Download or read book Fairness and Freedom written by David Hackett Fischer and published by OUP USA. This book was released on 2012-02-10 with total page 656 pages. Available in PDF, EPUB and Kindle. Book excerpt: From one of America's preeminent historians comes a magisterial study of the development of open societies focusing on the United States and New Zealand
Download or read book Foot tracks in New Zealand Origins Access Issues and Recent Developments written by Pete McDonald and published by Pete McDonald. This book was released on 2011 with total page 1000 pages. Available in PDF, EPUB and Kindle. Book excerpt: Foot-tracks in New Zealand examines the development of walking tracks over two centuries, from the early 19th century to about 2011. Publisher: Pete McDonald Page size: A4 ISBN: 0473190958, 9780473190958 File format: PDF Number of pages: 1000 About: Trails, Tracks, New Zealand, History, Recreation, Land access
Download or read book The Oral History Reader written by Robert Perks and published by Routledge. This book was released on 2015-11-19 with total page 856 pages. Available in PDF, EPUB and Kindle. Book excerpt: The Oral History Reader, now in its third edition, is a comprehensive, international anthology combining major, ‘classic’ articles with cutting-edge pieces on the theory, method and use of oral history. Twenty-seven new chapters introduce the most significant developments in oral history in the last decade to bring this invaluable text up to date, with new pieces on emotions and the senses, on crisis oral history, current thinking around traumatic memory, the impact of digital mobile technologies, and how oral history is being used in public contexts, with more international examples to draw in work from North and South America, Britain and Europe, Australasia, Asia and Africa.
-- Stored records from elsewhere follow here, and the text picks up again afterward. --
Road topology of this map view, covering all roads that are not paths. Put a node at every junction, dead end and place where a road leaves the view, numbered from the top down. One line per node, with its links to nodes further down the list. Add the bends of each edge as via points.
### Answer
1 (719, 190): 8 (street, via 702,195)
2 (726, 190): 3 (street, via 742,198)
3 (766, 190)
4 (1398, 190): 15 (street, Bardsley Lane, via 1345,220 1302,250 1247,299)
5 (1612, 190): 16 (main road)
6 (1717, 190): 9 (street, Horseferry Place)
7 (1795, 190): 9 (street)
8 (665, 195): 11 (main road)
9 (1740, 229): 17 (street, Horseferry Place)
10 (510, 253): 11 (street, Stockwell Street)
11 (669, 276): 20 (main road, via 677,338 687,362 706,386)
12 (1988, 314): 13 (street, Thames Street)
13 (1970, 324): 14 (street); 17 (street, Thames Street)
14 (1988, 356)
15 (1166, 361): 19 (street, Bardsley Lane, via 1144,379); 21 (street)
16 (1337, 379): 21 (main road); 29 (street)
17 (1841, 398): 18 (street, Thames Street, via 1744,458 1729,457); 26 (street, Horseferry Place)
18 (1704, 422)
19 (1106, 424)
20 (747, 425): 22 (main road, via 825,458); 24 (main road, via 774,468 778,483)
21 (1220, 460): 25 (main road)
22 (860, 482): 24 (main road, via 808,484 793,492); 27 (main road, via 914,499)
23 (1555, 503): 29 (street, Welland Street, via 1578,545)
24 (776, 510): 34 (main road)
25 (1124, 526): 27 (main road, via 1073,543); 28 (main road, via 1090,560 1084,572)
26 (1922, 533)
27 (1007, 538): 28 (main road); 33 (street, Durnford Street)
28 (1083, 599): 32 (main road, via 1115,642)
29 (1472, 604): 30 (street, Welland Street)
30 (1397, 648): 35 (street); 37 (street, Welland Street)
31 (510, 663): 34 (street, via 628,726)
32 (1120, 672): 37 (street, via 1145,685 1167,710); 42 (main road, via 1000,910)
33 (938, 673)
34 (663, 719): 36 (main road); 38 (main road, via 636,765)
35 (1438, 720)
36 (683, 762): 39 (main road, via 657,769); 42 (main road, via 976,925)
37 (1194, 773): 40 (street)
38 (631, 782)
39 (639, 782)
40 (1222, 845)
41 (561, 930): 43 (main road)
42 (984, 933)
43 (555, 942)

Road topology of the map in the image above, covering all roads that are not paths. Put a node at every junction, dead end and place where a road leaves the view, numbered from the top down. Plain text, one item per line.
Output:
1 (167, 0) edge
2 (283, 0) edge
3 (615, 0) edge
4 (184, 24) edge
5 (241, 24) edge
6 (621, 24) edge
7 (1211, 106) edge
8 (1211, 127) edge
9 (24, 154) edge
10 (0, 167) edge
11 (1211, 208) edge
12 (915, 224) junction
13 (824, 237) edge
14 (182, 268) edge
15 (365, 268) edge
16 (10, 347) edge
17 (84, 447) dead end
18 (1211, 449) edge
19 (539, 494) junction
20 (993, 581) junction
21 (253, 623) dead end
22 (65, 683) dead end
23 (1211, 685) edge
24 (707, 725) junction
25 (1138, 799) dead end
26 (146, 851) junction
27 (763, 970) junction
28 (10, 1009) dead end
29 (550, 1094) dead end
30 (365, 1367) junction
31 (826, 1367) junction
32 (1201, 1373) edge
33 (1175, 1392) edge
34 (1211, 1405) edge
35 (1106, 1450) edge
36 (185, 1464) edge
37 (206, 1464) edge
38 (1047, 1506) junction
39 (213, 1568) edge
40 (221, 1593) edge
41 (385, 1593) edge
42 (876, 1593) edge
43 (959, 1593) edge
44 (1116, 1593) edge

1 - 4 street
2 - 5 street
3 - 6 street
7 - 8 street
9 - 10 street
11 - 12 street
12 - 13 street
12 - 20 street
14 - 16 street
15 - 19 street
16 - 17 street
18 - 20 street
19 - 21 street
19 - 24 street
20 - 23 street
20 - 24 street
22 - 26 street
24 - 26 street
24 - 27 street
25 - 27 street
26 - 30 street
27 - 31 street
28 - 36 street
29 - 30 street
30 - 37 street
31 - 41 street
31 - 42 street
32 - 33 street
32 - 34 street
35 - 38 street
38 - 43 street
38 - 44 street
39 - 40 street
Arranged in five thematic sections, each with an introduction by the editors to contextualise the selection and review relevant literature, articles in this collection draw upon diverse oral history experiences to examine issues including: Key debates in the development of oral history over the past seventy years First hand reflections on interview practice, and issues posed by the interview relationship The nature of memory and its significance in oral history The practical and ethical issues surrounding the interpretation, presentation and public use of oral testimonies how oral history projects contribute to the study of the past and involve the wider community. The challenges and contributions of oral history projects committed to advocacy and empowerment With a revised and updated bibliography and useful contacts list, as well as a dedicated online resources page, this third edition of The Oral History Reader is the perfect tool for those encountering oral history for the first time, as well as for seasoned practitioners.